Production-wise, Ctrl is full of interesting bells and whistles that tend to stay true to low-energy, bass and drums based arrangements, allowing subtle touches like the woozy, underwater synths on “Drew Barrymore” or the “Hotline Bling”-esque Trop-House notes on “Love Galore”. As previously mentioned, the harmony and vocal overdub work account for many of the album’s most impressive moments, though crisp instrumentation like the snare drum that finally rolls into the final third of “Supermodel” are as satisfying as they are essential. SZA makes room for four guest features, which feels like the perfect number, and packs them in toward the beginning and ends of the record, allowing her the space to solidify an identity through the record’s middle third. Travis Scott and Kendrick both historically bat a high average on their features, but their voices here go above a good verse, syncing perfectly with SZAs relaxed but sexually-charged aesthetic. Less so, however, for the abrasive Isaiah Rashad on “Pretty Little Birds”, the album’s penultimate cut.
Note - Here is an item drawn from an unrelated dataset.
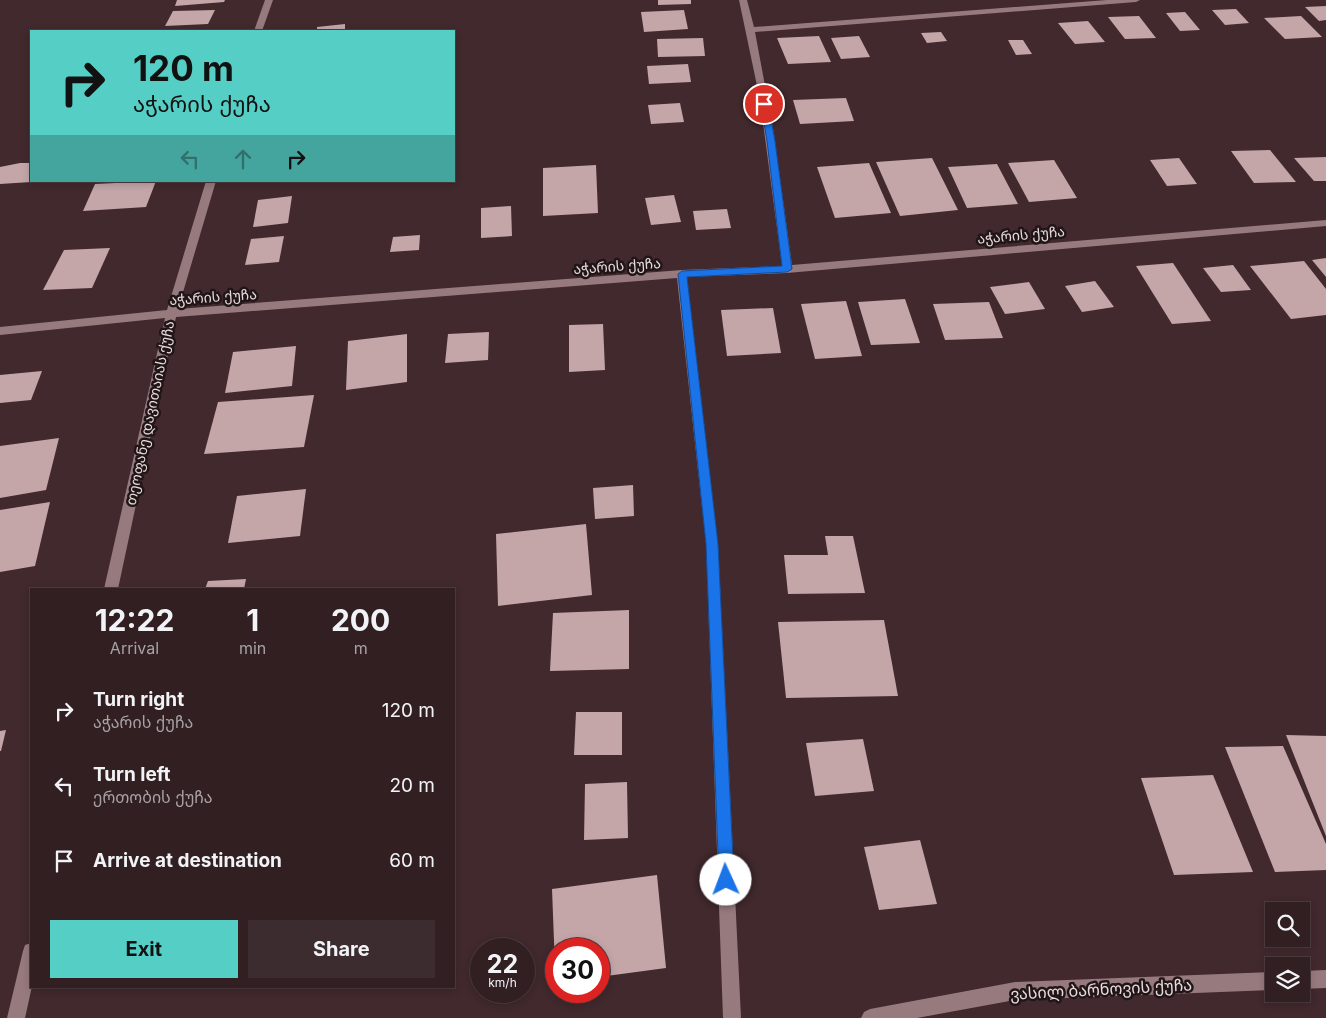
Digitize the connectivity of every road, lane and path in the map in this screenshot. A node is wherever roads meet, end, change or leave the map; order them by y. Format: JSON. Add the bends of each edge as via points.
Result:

If I had to nitpick, I’d say the more formless, down-tempo songs at the album’s center, “Garden” and “Broken Clocks”, hem closer to a traditional, less unique sound than what preceded and follow them, and the record, while in no means too long (50 minutes and 14 tracks) probably could have afforded to and benefited from their cutting. Still, “Ctrl” succeeds lyrically and sonically, and in particular SZA’s unique vocals and singing style make it hard to go back to listening to airier or less distinctive vocalists. As for standouts, “Prom” is a catchy-as-fuck low-key banger and “Love Galore” and “Doves in the Wind” are instant classics (also a big fan of the former’s music video). I think Ctrl is by far the strongest R&B record of the year, and deserves to be seen as a shining example of the genre’s continued transformation come the end of the decade.